Some information could be directly included in upcoming games. Which player has given his teammates many assists? Which team was particularly strong on the counter or in standard situations? Who was particularly confident in scoring penalties? I was always particularly proud when the commentator mentioned a fact or some stats I already knew.   

Big Data on the arise

The possibilities of information a commentator provided during the game extended at that time. Before, numbers like the total shots or number of corners were mentioned. With the start of systematic data collection, further key figures were collected during the game and are used for analysis during and after a game. For example, the distance covered by each player and team is often mentioned to analyze the engagement. Meanwhile, more sophisticated KPIs have been developed.  

The most famous one is the expected goal (xG) which developed from a marginal phenomenon on specific twitter accounts to a standard metric which each goal is enriched given a typical broadcast. Roughly spoken, it measures the goal probability of a shot by a player, based on similar situations in past games. The sum of expected goals for each team is a measurement of the theoretical success: In how far could each team create the better chances? Based on this idea, further metrics have been developed like expected assists (xA), expected goals against and much more.  

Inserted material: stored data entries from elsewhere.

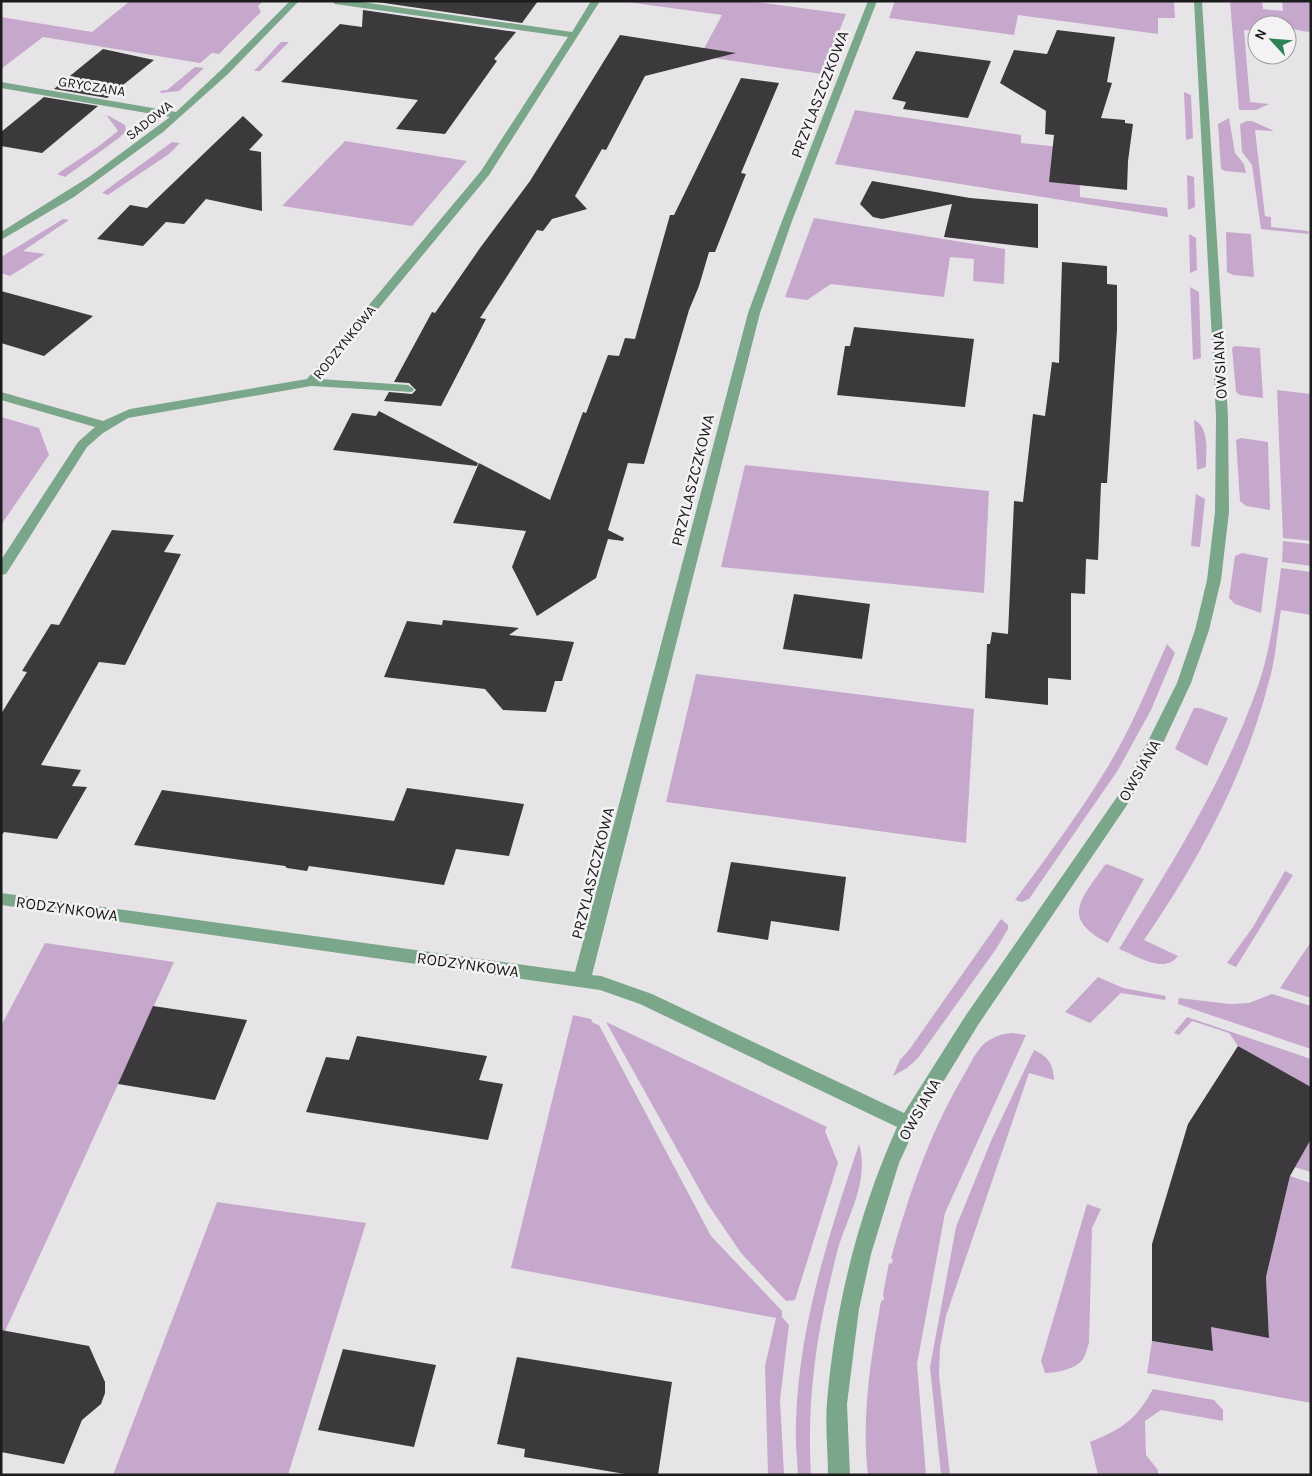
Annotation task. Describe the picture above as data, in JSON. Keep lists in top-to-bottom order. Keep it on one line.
{"streets":{"street":["GRYCZANA","PRZYLASZCZKOWA","SADOWA","RODZYNKOWA","OWSIANA"]},"crossings":[["GRYCZANA","SADOWA"],["PRZYLASZCZKOWA","RODZYNKOWA"],["RODZYNKOWA","OWSIANA"]],"north":"top left"}
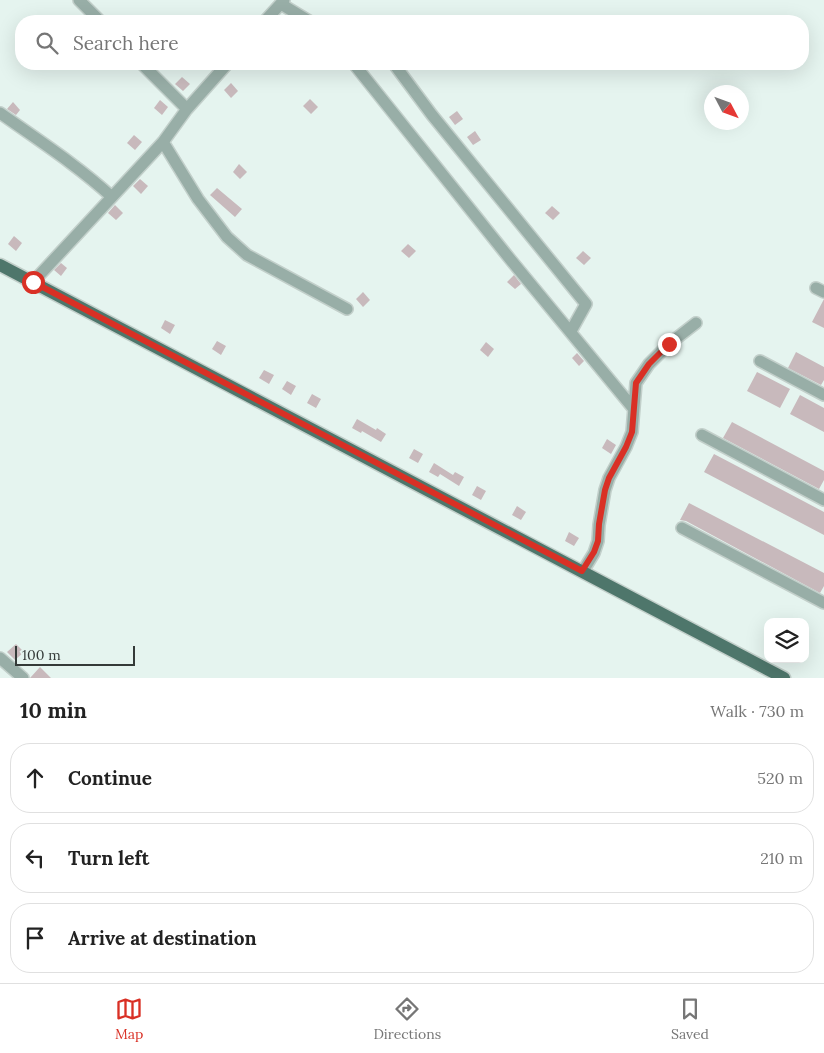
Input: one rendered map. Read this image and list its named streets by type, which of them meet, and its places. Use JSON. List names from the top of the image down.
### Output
{
  "scale_bar": "100 m",
  "north": "bottom right",
  "page": {
    "search": "Search here",
    "scale": "100 m",
    "heading": ["10 min", "Walk · 730 m"],
    "list": [
      ["Continue", "520 m"],
      ["Turn left", "210 m"],
      "Arrive at destination"
    ],
    "nav": ["Map", "Directions", "Saved"]
  }
}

During the world cup 2014 I was invited to a discussion on the possibilities and limits of the use of data during a soccer broadcast. With the sports journalist and former Sportstudio– host Michael Steinbrecher, me and some other football enthusiasts discussed this topic from a viewer’s point of view.  The outcome was that the amount of information that can be fed to a television audience is somehow limited. This is because a football broadcast is not only addressed to a couple of nerds but to a wide audience. At a certain level, more information displayed can also be disturbing. We agreed that the potential desire for additional information can be satisfied through an additional channel, for example a second screen. The offer for this only needs to be further expanded. 

I think that’s exactly what happened in the last years. This does not necessarily require a second screen. For example, SKY offers a so-called Scountingfeed for each match on Saturday evening. The basic idea is to make it possible to observe the whole field like when you are sitting in the stadium. Furthermore, additional data is provided and constantly updated. The demand for this service seems to be high. I found an article from which one can derive that nearly ten percent of the viewers take this opportunity.

Metrics, Metrics, Metrics

Besides the described metrics like xG, there are many metrics and visualizations which are intuitive. For example, the distribution of attacks over four areas. One gets an impression, which side each team prefers for offensive actions. Left outside, left inside, right inside, right outside. An aspect that has been talked about after every game for many decades is thus quantified. 

However, there are metrics and models which you have to deal with in advance. Recently, Bundesliga Match Facts by AWS developed a model called Skill-Score. The initiator score measures the impact each player provides regarding the creation of game-changing situations (which means goals). The finisher score not only counts goals but also takes the efficiency into account. The sprinter score measures speed and engagement in sprints. Last, the ball winner score should quantify the ability of a player to cause ball losses to the opposing team. 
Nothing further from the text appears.